Saturday, January 23, 2010



A sophisticated FBI-produced spyware program has played a crucial behind-the-scenes role in federal investigations into extortion plots, terrorist threats and hacker attacks in cases stretching back at least seven years, newly declassified documents show.



The documents, which are heavily redacted, do not detail the CIPAV’s capabilities, but an FBI affidavit in the 2007 case indicate it gathers and reports a computer’s IP address; MAC address; open ports; a list of running programs; the operating system type, version and serial number; preferred internet browser and version; the computer’s registered owner and registered company name; the current logged-in user name and the last-visited URL.

After sending the information to the FBI, the CIPAV settles into a silent "pen register" mode, in which it lurks on the target computer and monitors its internet use, logging the IP address of every server to which the machine connects.

The documents shed some light on how the FBI sneaks the CIPAV onto a target’s machine, hinting that the bureau may be using one or more web browser vulnerabilities. In several of the cases outlined, the FBI hosted the CIPAV on a website, and tricked the target into clicking on a link. That’s what happened in the Washington case, according to a formerly-secret planning document for the 2007 operation. "The CIPAV will be deployed via a Uniform Resource Locator (URL) address posted to the subject’s private chat room on MySpace.com."

In a separate February 2007, Cincinnati-based investigation of hackers who’d successfully targeted an unnamed bank, the documents indicate the FBI’s efforts may have been detected. An FBI agent became alarmed when the hacker he was chasing didn’t get infected with the spyware after visiting the CIPAV-loaded website. Instead, the hacker "proceeded to visit the site 29 more times," according to a summary of the incident. "In these instances, the CIPAV did not deliver its payload because of system incompatibility."
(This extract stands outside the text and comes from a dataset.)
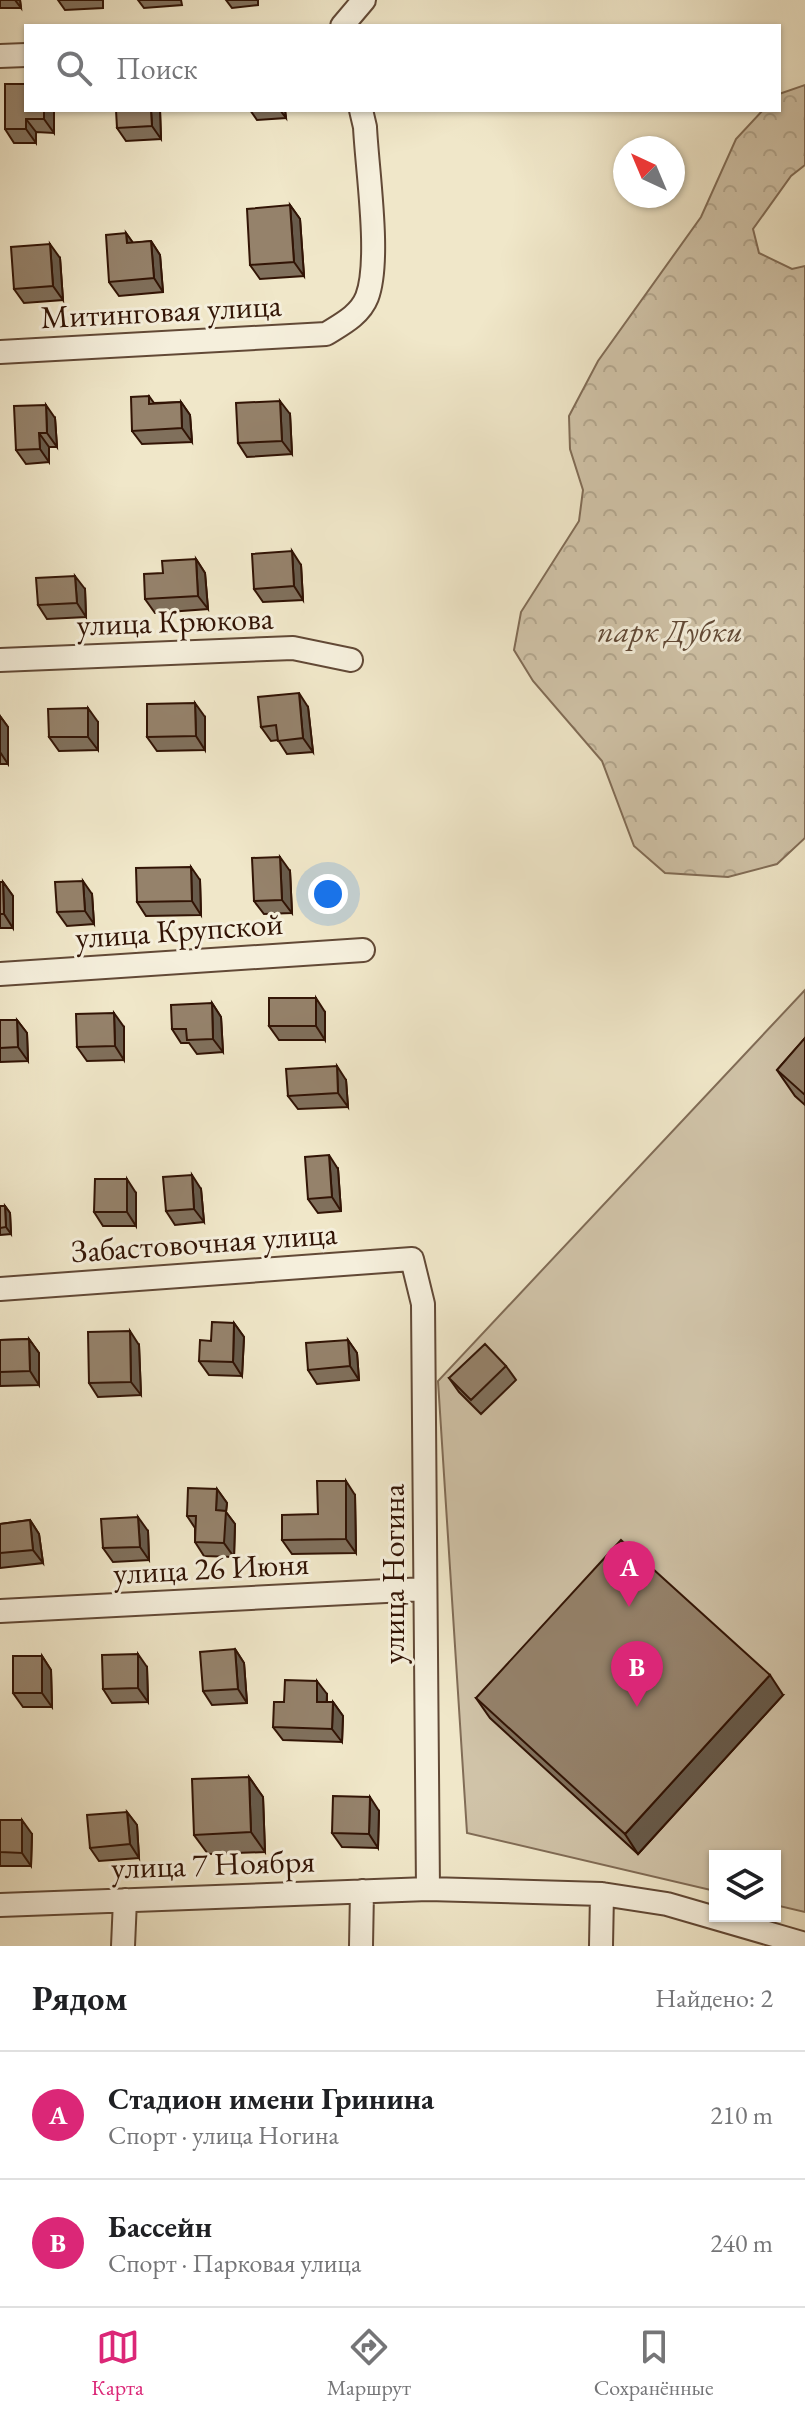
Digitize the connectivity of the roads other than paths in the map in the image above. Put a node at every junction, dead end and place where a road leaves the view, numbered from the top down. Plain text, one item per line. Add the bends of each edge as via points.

The agent phoned the FBI’s Special Technologies Operations Unit for "urgent" help, expressing "the valid concern that the Unsub hackers would be ’spooked.’" But two days later the hacker, or a different one, visited the site again and "the system was able to deliver a CIPAV and the CIPAV returned data."
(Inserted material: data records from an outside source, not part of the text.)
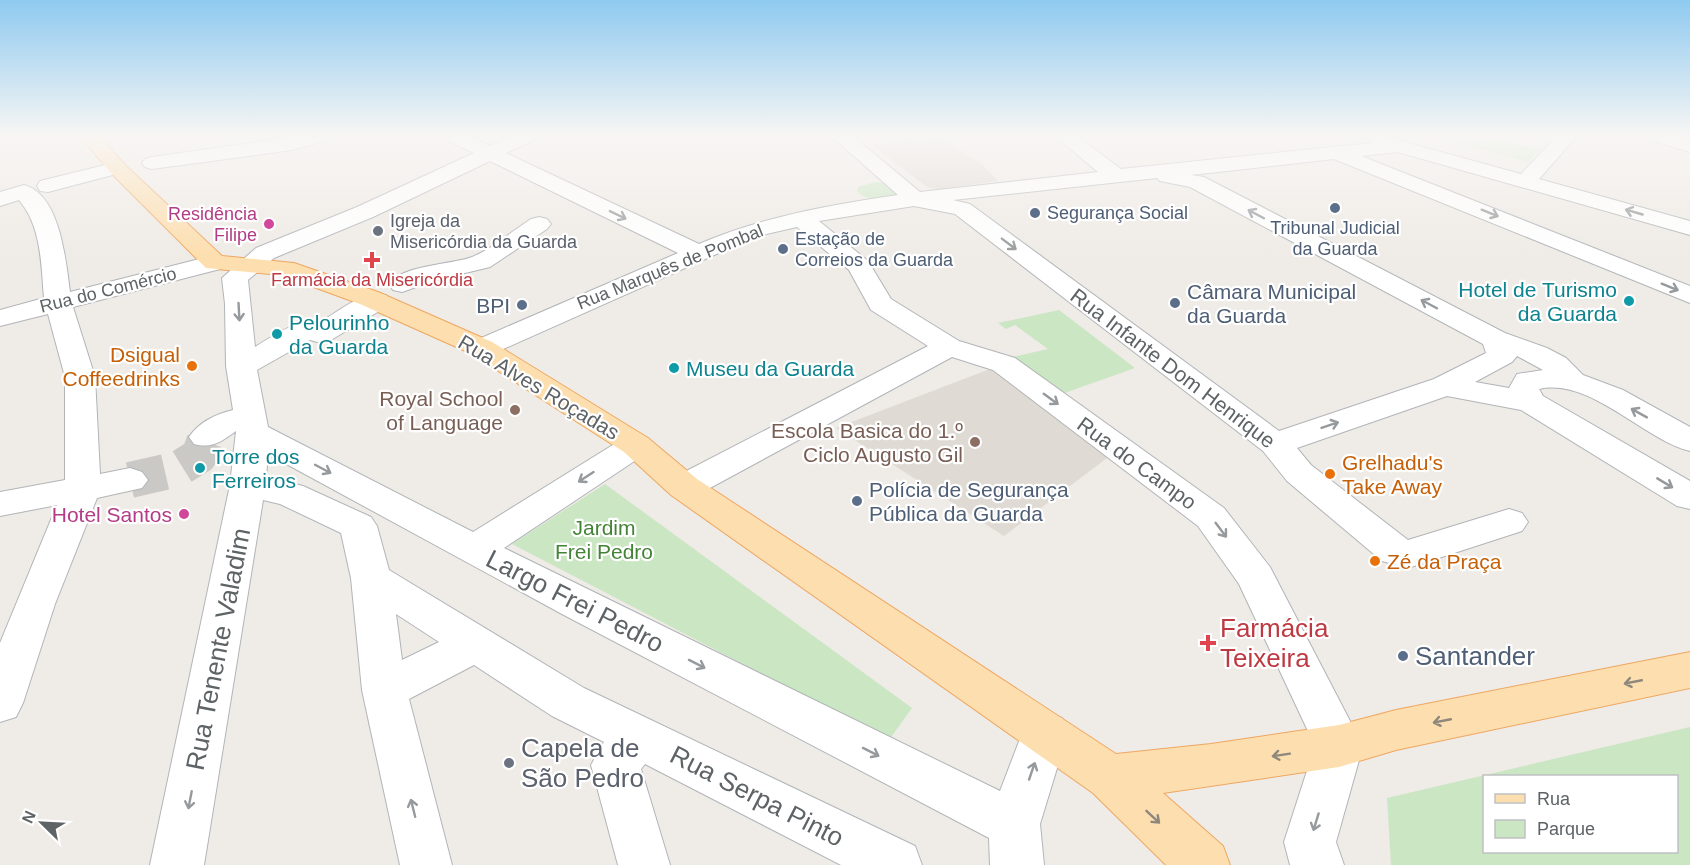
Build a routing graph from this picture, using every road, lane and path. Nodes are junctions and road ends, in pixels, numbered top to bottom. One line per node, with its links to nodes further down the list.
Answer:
1 (85, 176): 16 (street)
2 (126, 176): 25 (main road)
3 (440, 176): 26 (street)
4 (538, 176): 24 (street, one-way to 24)
5 (864, 176): 13 (street)
6 (1132, 176): 12 (street)
7 (1164, 176): 14 (street)
8 (1206, 176): 14 (street)
9 (1396, 176): 28 (street, one-way to 28)
10 (1505, 176): 15 (street)
11 (1529, 176): 15 (street)
12 (1119, 178): 19 (street)
13 (866, 180): 18 (street); 20 (street)
14 (1196, 182): 32 (street, one-way to 14)
15 (1524, 182): 23 (street, one-way to 15)
16 (48, 186)
17 (7, 197): 29 (street)
18 (917, 200): 19 (street, Rua Infante Dom Henrique); 20 (street, Rua Marquês de Pombal)
19 (966, 202): 42 (street, Rua Infante Dom Henrique, one-way to 42)
20 (833, 211): 21 (street, Rua Marquês de Pombal)
21 (802, 219): 24 (street, Rua Marquês de Pombal); 33 (street, Rua do Campo)
22 (539, 224): 27 (street)
23 (1690, 228)
24 (698, 253): 34 (street, Rua Marquês de Pombal)
25 (215, 263): 26 (main road, Rua Alves Roçadas); 29 (street, Rua do Comércio)
26 (250, 264): 30 (main road, Rua Alves Roçadas); 35 (street, Rua Tenente Valadim, one-way to 35)
27 (402, 284)
28 (1690, 295)
29 (58, 301): 31 (street, Rua do Comércio); 46 (street)
30 (376, 301): 34 (main road, Rua Alves Roçadas); 35 (street)
31 (0, 318)
32 (1495, 339): 36 (street); 37 (street)
33 (949, 347): 47 (street); 59 (street, Rua do Campo, one-way to 59)
34 (482, 348): 43 (main road, Rua Alves Roçadas)
35 (241, 366): 39 (street, Rua Tenente Valadim)
36 (1571, 380): 38 (street); 41 (street, one-way to 36)
37 (1445, 386): 38 (street); 42 (street, one-way to 37)
38 (1531, 402): 48 (street, one-way to 48)
39 (252, 424): 40 (street); 45 (street, Rua Tenente Valadim); 51 (street, one-way to 51)
40 (206, 437)
41 (1690, 441)
42 (1275, 444): 50 (street, Rua Infante Dom Henrique)
43 (636, 445): 47 (main road); 51 (street, Largo Frei Pedro, one-way to 51)
44 (130, 480): 46 (street)
45 (248, 485): 52 (street); 62 (street, Rua Tenente Valadim, one-way to 62)
46 (83, 487): 49 (street); 56 (street)
47 (684, 487): 57 (main road)
48 (1690, 497)
49 (0, 504)
50 (1509, 522)
51 (474, 549): 61 (street, Largo Frei Pedro, one-way to 61)
52 (371, 578): 53 (street, Rua Serpa Pinto); 55 (street)
53 (475, 644): 55 (street); 58 (street, Rua Serpa Pinto)
54 (1690, 670): 59 (main road, one-way to 59)
55 (384, 690): 63 (street, one-way to 55)
56 (0, 703)
57 (1045, 732): 60 (main road); 61 (street, Largo Frei Pedro, one-way to 57)
58 (638, 736): 64 (street); 65 (street, Rua Serpa Pinto)
59 (1339, 746): 60 (main road, one-way to 60); 67 (street, one-way to 67)
60 (1110, 777): 66 (main road, one-way to 66)
61 (1016, 844)
62 (177, 865)
63 (426, 865)
64 (644, 865)
65 (896, 865)
66 (1204, 865)
67 (1317, 865)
The software’s primary utility appears to be in tracking down suspects that use proxy servers or anonymizing websites to cover their tracks. That’s illustrated in several cases in the documents
...
The documents appear to settle one of the questions the FBI declined to answer in 2007: whether the bureau obtains search warrants before using the CIPAV, or if it sometimes relies on weaker "pen register" orders that don’t require a showing of probable cause that a crime has been committed. In all the criminal cases described in the documents, the FBI sought search warrants.

The records also indicate that the FBI obtained court orders from the Foreign Intelligence Surveillance Court, which covers foreign espionage and terrorism investigations, but the details are redacted.